SPORTS
A Season for All Reasons
(This is the first of a 5-part series following the exploits of the eight teams in the Holstein Park adult basketball league. Part II - The Gym Rats will appear next week. Additional installments will appear weekly.)
At night, when I walk the streets of Bucktown, I can hear the distinctive squeak of sneakers and dribbled basketballs coming out of a second story window of the Holstein Park field house telling me there is a basketball game in progress.
The field house is a landmark, a hulking edifice built in 1912 to bring more recreational opportunities to the working class on Chicago’s west side. The sound I am hearing 93 years later comes every Tuesday and Thursday night from an adult basketball league that still plays in the Holstein Park gym.
There are eight teams in the league -- each representing some facet of Bucktown’s racially mixed population and, it turns out, every division within it. On any given night, you can find 18-year-olds playing 50-year-olds, gangbangers playing yuppies, college grads playing high school dropouts -- men of all ages, races, incomes and backgrounds mixing it up on a basketball court, where none of that matters.
For the last few months, I have been going to the field house to watch the games and, every week, I learn something new about the teams, the players and their reasons for playing.
They play under names chosen by the teams – Lito’s Weapon, The POW’s, Dipset, Papa’s Moustache, West Haven, Latin Express, Fullers Brew Crew and The Old Fockers. As you might suspect, there is a story behind every name.
The rules of the Holstein Park Adult Basketball League are not like those in other leagues. By current standards, the Holstein gym is a cracker box so players must make some accommodation. A professional basketball court these days is 94 feet long by 50 feet wide. This one is 45 by 36. And that’s a wall-to-wall measurement with two inches between the out-of-bounds line and the gymnasium’s brick walls.
Because of the small size, teams can only put four players on the court at a time. Players who are not playing sit in an 8-foot wide bench area at one end of the court. Spectators can watch the action from a similar postage stamp-sized cage above it.
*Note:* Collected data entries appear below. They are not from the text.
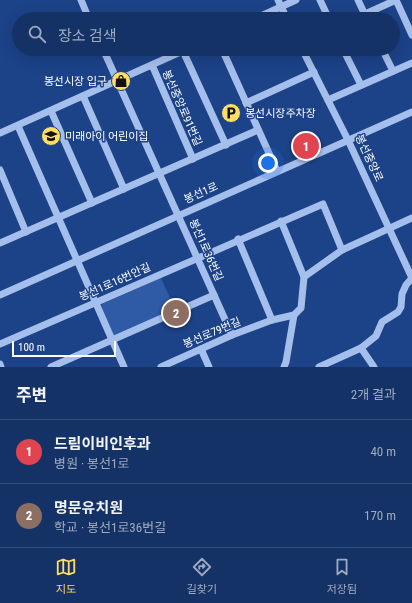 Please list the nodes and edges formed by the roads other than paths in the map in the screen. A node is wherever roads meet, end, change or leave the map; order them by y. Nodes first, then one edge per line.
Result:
1 (81, 0) edge
2 (296, 0) edge
3 (320, 0) edge
4 (358, 0) edge
5 (280, 3) edge
6 (86, 12) edge
7 (265, 12) edge
8 (326, 12) edge
9 (364, 12) edge
10 (375, 12) edge
11 (412, 34) edge
12 (106, 56) edge
13 (172, 56) edge
14 (188, 56) edge
15 (225, 56) edge
16 (306, 56) edge
17 (346, 56) edge
18 (386, 56) edge
19 (412, 63) edge
20 (152, 65) junction
21 (393, 71) junction
22 (314, 72) junction
23 (117, 81) junction
24 (361, 85) junction
25 (83, 96) junction
26 (328, 100) junction
27 (246, 103) junction
28 (51, 111) junction
29 (412, 112) edge
30 (18, 126) junction
31 (258, 130) junction
32 (0, 133) edge
33 (348, 140) junction
34 (226, 145) junction
35 (193, 159) junction
36 (0, 170) edge
37 (277, 171) junction
38 (159, 174) junction
39 (124, 189) junction
40 (92, 203) junction
41 (178, 215) junction
42 (58, 218) junction
43 (412, 218) edge
44 (281, 221) junction
45 (390, 228) junction
46 (24, 233) junction
47 (238, 240) junction
48 (0, 243) edge
49 (342, 250) junction
50 (197, 258) junction
51 (77, 260) junction
52 (304, 276) junction
53 (412, 278) edge
54 (0, 294) edge
55 (214, 295) junction
56 (96, 303) junction
57 (294, 315) junction
58 (272, 320) junction
59 (232, 335) junction
60 (112, 340) junction
61 (0, 344) edge
62 (361, 348) junction
63 (201, 349) junction
64 (0, 364) edge
65 (1, 367) edge
66 (51, 367) edge
67 (124, 367) edge
68 (161, 367) edge
69 (209, 367) edge
70 (284, 367) edge
71 (319, 367) edge
72 (374, 367) edge

1 - 6 street
2 - 5 street
3 - 8 street
4 - 9 street
5 - 7 street
10 - 11 street
12 - 23 street, 봉선1로36번길
13 - 20 street, 봉선중앙로91번길
14 - 34 street, 봉선중앙로91번길
15 - 27 street
16 - 22 street, 봉선중앙로
17 - 24 street
18 - 21 street
19 - 21 street
20 - 23 street, 봉선중앙로91번길
20 - 35 street, 봉선중앙로91번길
21 - 24 street
22 - 26 street, 봉선중앙로
22 - 27 street
23 - 25 street, 봉선중앙로91번길
23 - 38 street, 봉선1로36번길
24 - 26 street
25 - 28 street, 봉선중앙로91번길
25 - 39 street
26 - 33 street, 봉선중앙로
27 - 31 street
28 - 30 street, 봉선중앙로91번길
28 - 40 street
29 - 33 street, 봉선1로
30 - 32 street, 봉선중앙로91번길
30 - 42 street
31 - 34 street
31 - 37 street
33 - 37 street, 봉선1로
33 - 45 street, 봉선중앙로
34 - 35 street
35 - 38 street
36 - 46 street
37 - 41 street, 봉선1로
38 - 39 street
38 - 41 street, 봉선1로36번길
39 - 40 street
40 - 42 street
41 - 50 street, 봉선1로36번길
41 - 51 street, 봉선1로
42 - 46 street
42 - 51 street
43 - 45 street
44 - 47 street, 봉선1로16번안길
44 - 49 street, 봉선1로16번안길
44 - 52 street
45 - 49 street
45 - 53 street, 봉선중앙로
46 - 48 street
47 - 50 street, 봉선1로16번안길
47 - 58 street
49 - 52 street
50 - 55 street, 봉선1로36번길
50 - 56 street, 봉선1로16번안길
51 - 54 street, 봉선1로
51 - 56 street
52 - 57 street
53 - 62 street
55 - 59 street, 봉선1로36번길
55 - 60 street, 봉선1로36번길
56 - 60 street
56 - 61 street, 봉선1로16번안길
57 - 58 street, 봉선로79번길
57 - 70 street
58 - 59 street, 봉선로79번길
59 - 63 street, 봉선로79번길
60 - 66 street, 봉선1로36번길
60 - 67 street
62 - 71 street
62 - 72 street
63 - 68 street, 봉선로79번길
63 - 69 street
64 - 65 street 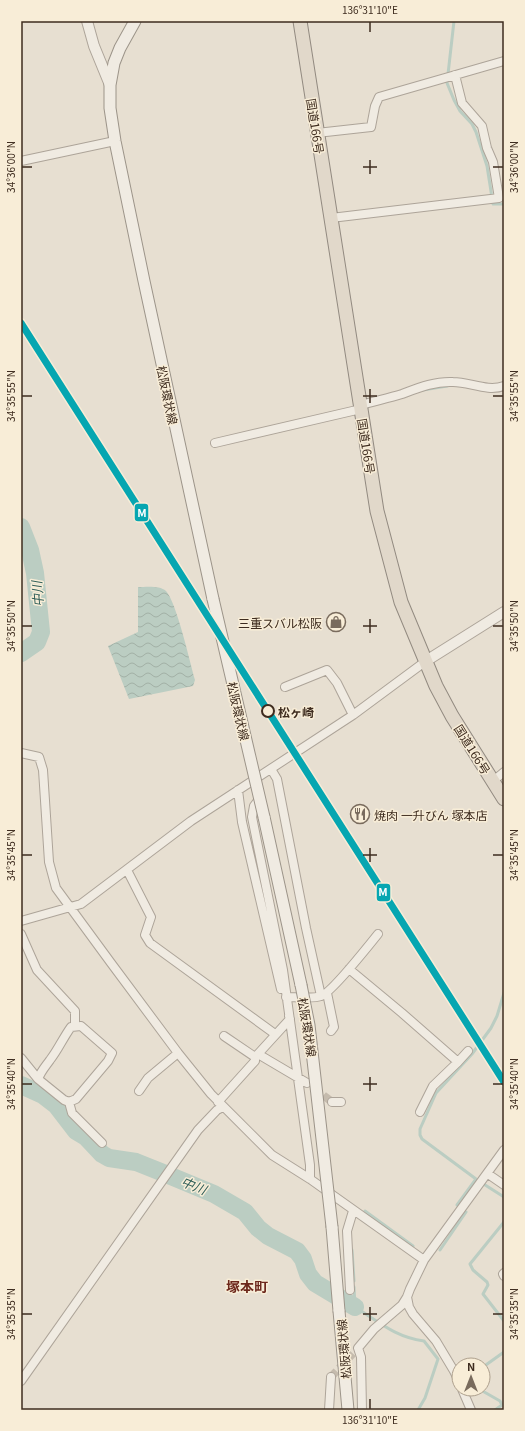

If either players on the bench or spectators above want to see whether a shot has gone into the basket, they have to lean out into the court and look up -- or down -- at a backboard that is bolted to the overhead gallery mesh.
When the Holstein Park gym was built, basketball was still a game played with baskets. Nets with the bottoms cut out were not introduced until 1917. After every score, play was stopped for a new jump ball at center court. Under those rules, the room was plenty large enough.
But that was an era when basketball was a game of set shots and two-handed passes. In a new era of crossover dribbles, no-look passes and double-dog-dare-you reverse dunks, the Holstein gym can easily make teams feel like they are playing inside a pinball machine.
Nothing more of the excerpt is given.